SOPHIE & SADIE: The initial manuscript was written in probably a three month period. It's hard to pinpoint the exact timeline as we both sandwich our novel writing time in between other tasks. Also, "Arrow That Flies" wasn't an instant darling with publishers, so the rewrites took years! (Years to whittle and hone, and years off our life doing it!)
STEPH: How important is setting to the novel?
SOPHIE & SADIE: The setting of the northern woods is essential to the novel because it takes place in a small community dependent on logging for its survival. That way of life is quickly disappearing from our national landscape, so we hope we've captured this fragile moment in time.
5. Did you have to do a lot of research for the novel?
For many years we lived in a county with more trees than people. There were wood turning mills, shingle mills, and small lumber mills around every corner and at the foot of every hill. When we got the idea for the story, we researched the changing face of wood harvesting, collected local and state newspaper articles on the subject, and witnessed firsthand in our community the passing of an era as the wood turning mills shut down and workers with chainsaws and peaveys were replaced with big harvesting machinery.
STEPH: Hollywood just told you they want to make a movie of your novel. Cast the leads!
SOPHIE & SADIE: We're going to show our age here because we don't know that many younger stars, but if we suspend the Hollywood age stigma, we'd pick Lorraine Bracco for our heroine and Jack Scalia as our hero.
STEPH: What do you want people to take away from the novel?
SOPHIE & SADIE: We'd like them to take away a satisfied feeling from a compelling story with a good ending. And we hope we've passed on the knowledge that faith makes a difference -- in giving you the confidence to live life to the fullest and succeed at being the unique, gifted individual God designed you to be.
STEPH: Are you a plotter or a panster?
SOPHIE & SADIE: Sophie's a plotter. Sadie's a panster. Because we come from opposite ends of the personality spectrum, we work well together. Occasionally we try to shift roles and it's never pretty!
STEPH: What's your writing space like?
SADIE: Chaos, I'm ashamed to admit, not even organized chaos. I have stacks of research, snippets of paper with ideas and bits of dialog on every flat surface and in every cubbyhole. Notes are crammed onto old envelopes and there's a computer here somewhere on a tiny oasis in the middle. I also have a photo collage of Sophie and me through the years -- the wrinkles have set in but some things never change.
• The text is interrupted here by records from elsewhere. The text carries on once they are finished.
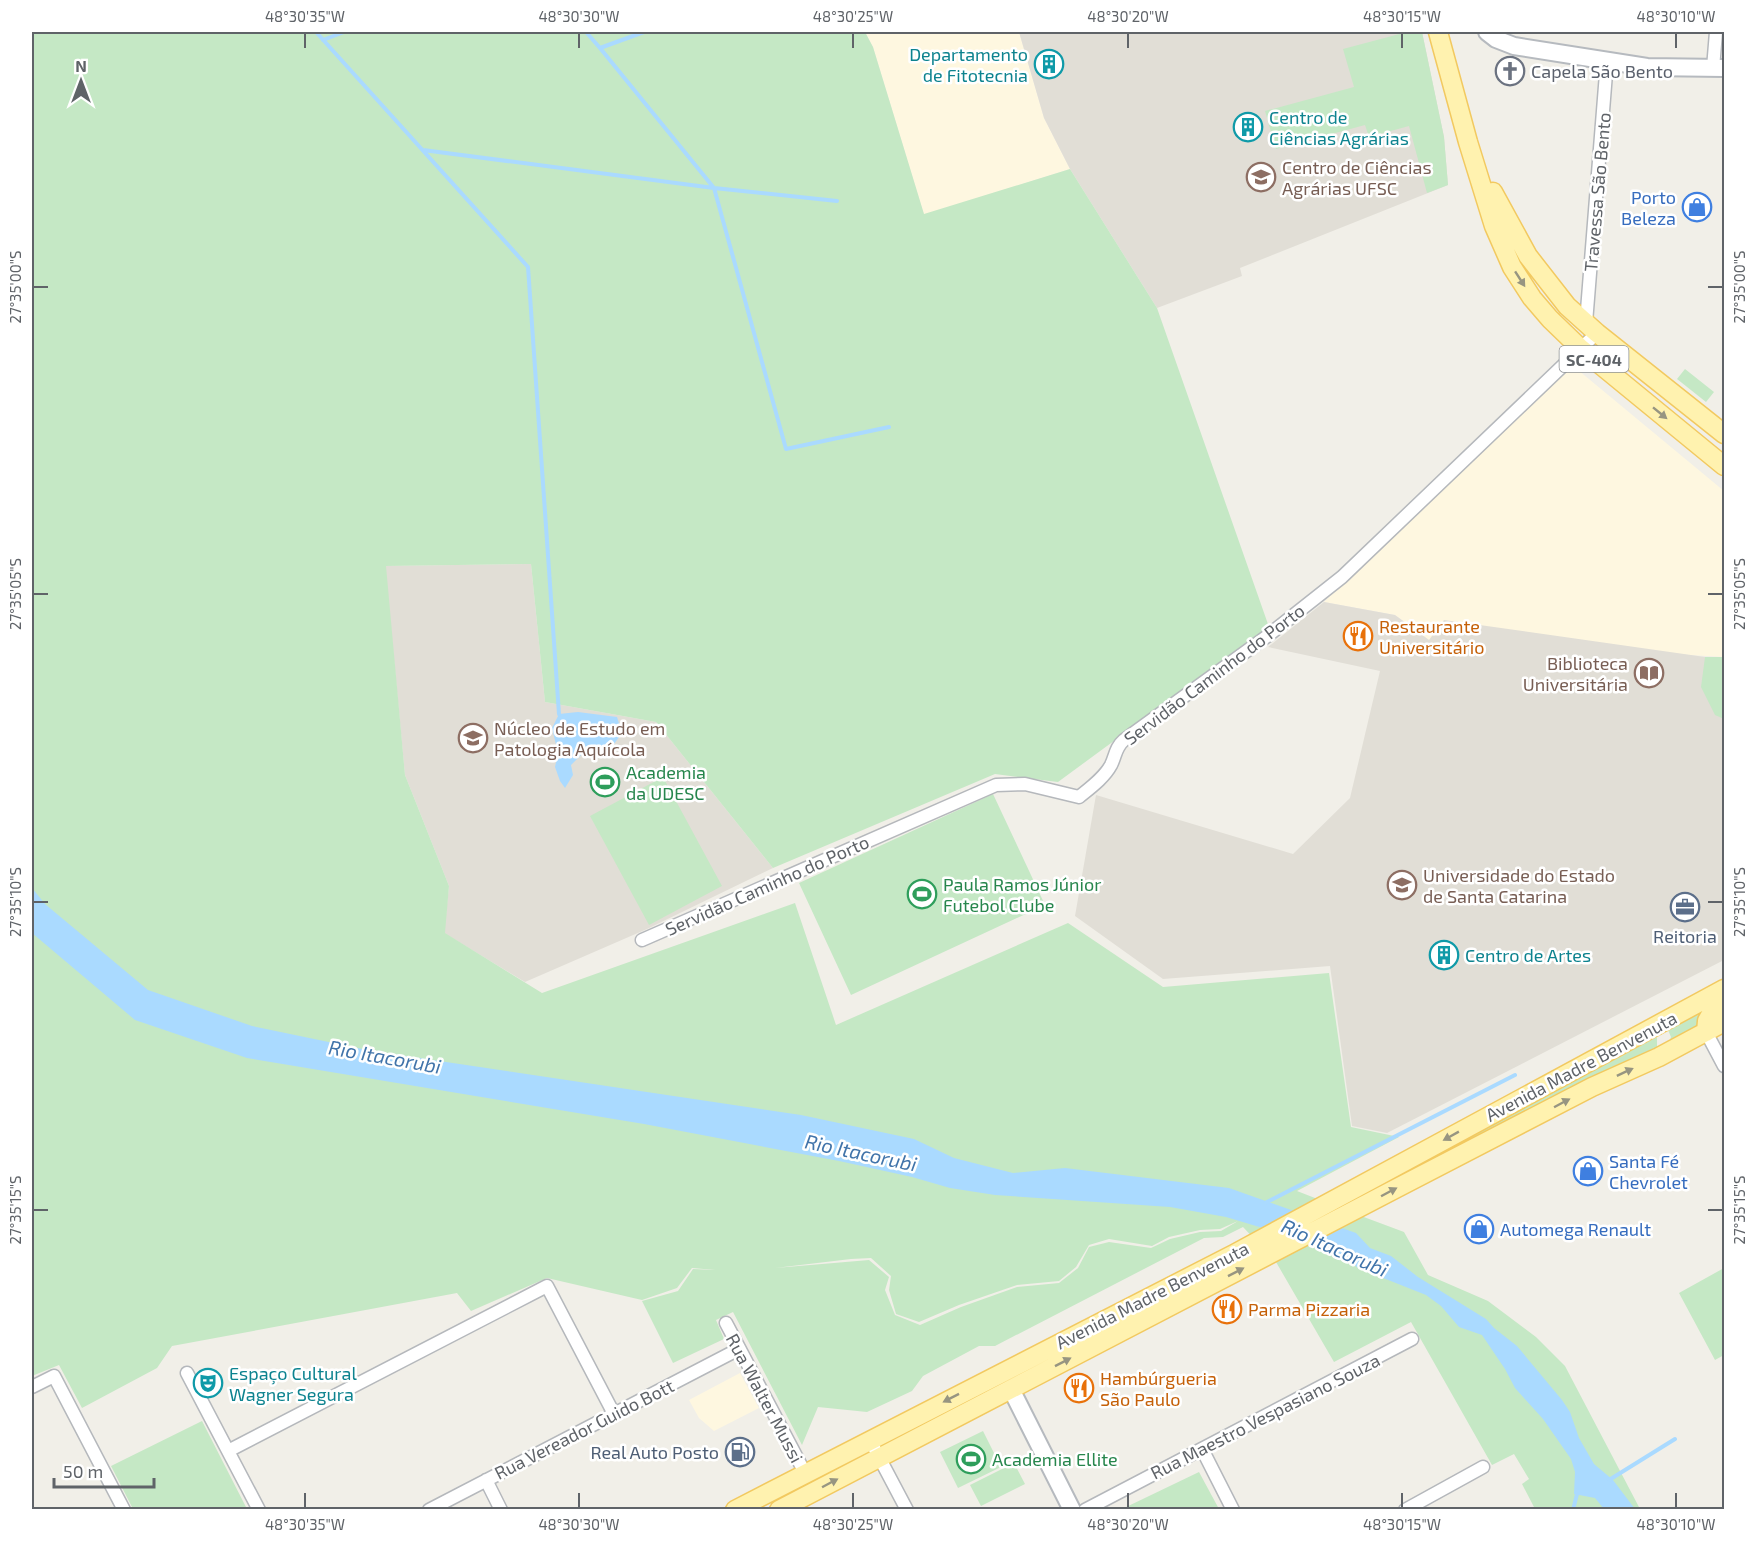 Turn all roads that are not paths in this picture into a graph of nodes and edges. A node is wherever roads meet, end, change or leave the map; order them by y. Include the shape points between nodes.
1 (1438, 32) edge
2 (1486, 32) edge
3 (1716, 32) edge
4 (1607, 61) junction
5 (1719, 68) edge
6 (1468, 142) junction
7 (1592, 328) junction
8 (1580, 348) junction
9 (1725, 434) edge
10 (1725, 466) edge
11 (642, 940) dead end
12 (1725, 990) edge
13 (1725, 1022) edge
14 (1656, 1025) junction
15 (1706, 1032) junction
16 (1659, 1057) junction
17 (1725, 1066) edge
18 (726, 1323) dead end
19 (1412, 1339) dead end
20 (739, 1349) junction
21 (1003, 1371) junction
22 (187, 1373) dead end
23 (32, 1387) edge
24 (1011, 1389) junction
25 (614, 1414) junction
26 (870, 1440) junction
27 (1202, 1449) junction
28 (228, 1451) junction
29 (880, 1457) junction
30 (1483, 1467) dead end
31 (805, 1473) junction
32 (486, 1480) junction
33 (122, 1509) edge
34 (259, 1509) edge
35 (429, 1509) edge
36 (501, 1509) edge
37 (735, 1509) edge
38 (780, 1509) edge
39 (907, 1509) edge
40 (1072, 1509) edge
41 (1085, 1509) edge
42 (1233, 1509) edge
43 (1405, 1509) edge

1 - 6 main road, SC-404
2 - 4 main road via 1514,46
3 - 5 street
4 - 5 main road via 1664,68
4 - 7 street, Travessa São Bento
6 - 7 main road, SC-404 via 1528,256 1552,288
6 -> 8 main road, SC-404 via 1494,226 1512,267 1532,298
7 - 8 street, Servidão Caminho do Porto
7 - 9 main road, SC-404
8 -> 10 main road, SC-404
8 - 11 street, Servidão Caminho do Porto via 1342,577 1124,740 1115,749 1105,774 1079,797 1024,784 996,785
12 - 14 main road, Avenida Madre Benvenuta
12 - 15 main road via 1707,1021
13 - 15 main road, Avenida Madre Benvenuta
14 - 16 main road
14 -> 21 main road, Avenida Madre Benvenuta via 1234,1254
15 - 16 main road, Avenida Madre Benvenuta
15 - 17 street
24 -> 16 main road, Avenida Madre Benvenuta via 1592,1087
18 - 20 street, Rua Walter Mussi
19 - 27 street, Rua Maestro Vespasiano Souza
20 - 25 street, Rua Vereador Guido Bott
20 - 31 street, Rua Walter Mussi
21 - 24 main road
21 -> 26 main road, Avenida Madre Benvenuta
22 - 28 street
23 - 33 street via 54,1376
24 - 29 main road, Avenida Madre Benvenuta
24 - 40 main road
25 - 28 street via 546,1286
25 - 32 street, Rua Vereador Guido Bott
26 - 29 street
26 - 31 main road, Avenida Madre Benvenuta
27 - 41 street, Rua Maestro Vespasiano Souza
27 - 42 street
28 - 34 street
38 -> 29 main road, Avenida Madre Benvenuta
29 - 39 street
30 - 43 street
31 - 37 main road, Avenida Madre Benvenuta
32 - 35 street, Rua Vereador Guido Bott
32 - 36 street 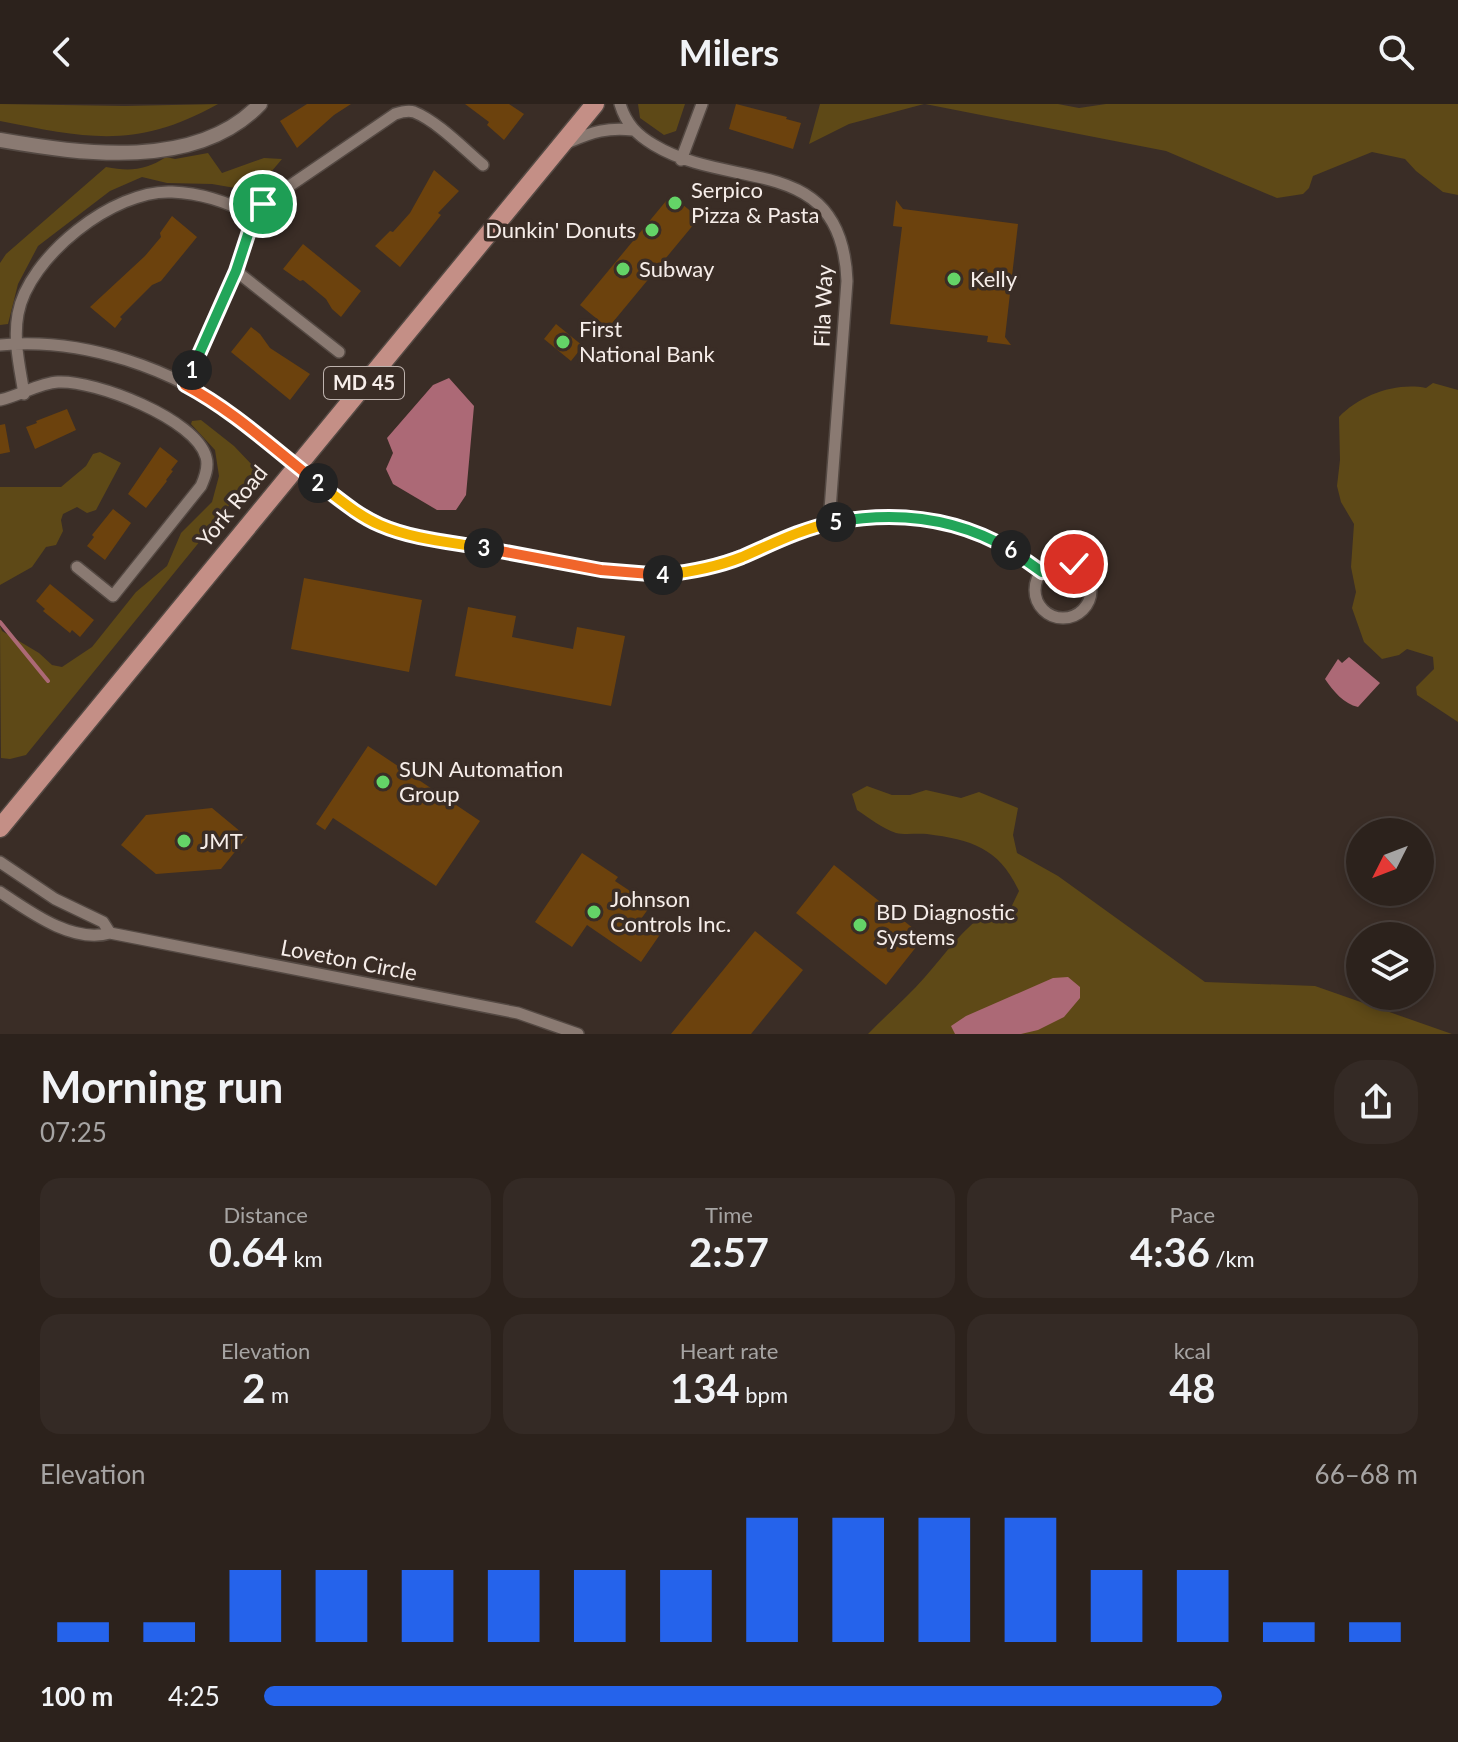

Our office is compact and Sophie's desk backs mine so we can pass off flash drives in seconds, confer about anything and everything, wheel over the sleeping dog, and occasionally whack each other.
SOPHIE: Organized chaos. My files are alphabetized (and yes, even the subfiles). My pencils are all sharp and handy in a "No.1 Mom" mug on my desk. I have a messy stack of papers I'm working my way through, but they're in a semblance of order, too. My wall is peppered with photos of my kids and grandkids, and a motivational Garfield poster that reads "My office, my rules." Kinda true, at least on my half. LOL. We're surrounded with beautifully hand-crafted wooden bookshelves and desks, compliments of our father and grandfather. We have a way-cool office.
STEPH: Tell us a little about the state you live in.
SOPHIE & SADIE: Other than our perpetual state of confusion? LOL Maine is unique. We have impenetrable forests, rugged mountains, blueberry barrens, family farms, black bears, moose, loons, bald eagles, whales, seals, thundering surf, and secluded coves. The end (or the beginning) of the Appalachian Trail is located here on Katahdin, a rocky peak just shy of a mile high. It's a great place to hike. We have a million lakes and rivers, some very remote and pristine. We also have over 3,000 miles of coastline with small fishing villages, lighthouses, and rugged cliffs. There are islands and island communities off the coast, accessible by ferry and they're fun places to bike. Acadia National Park is located on the Downeast coast and brings together mountains, coastal terrain, and islands in one place. The southern part of the state is more populated and mainstream. The rest of the state is rural with vast stretches of uninhabited territory, but you won't find a more caring people anywhere on earth.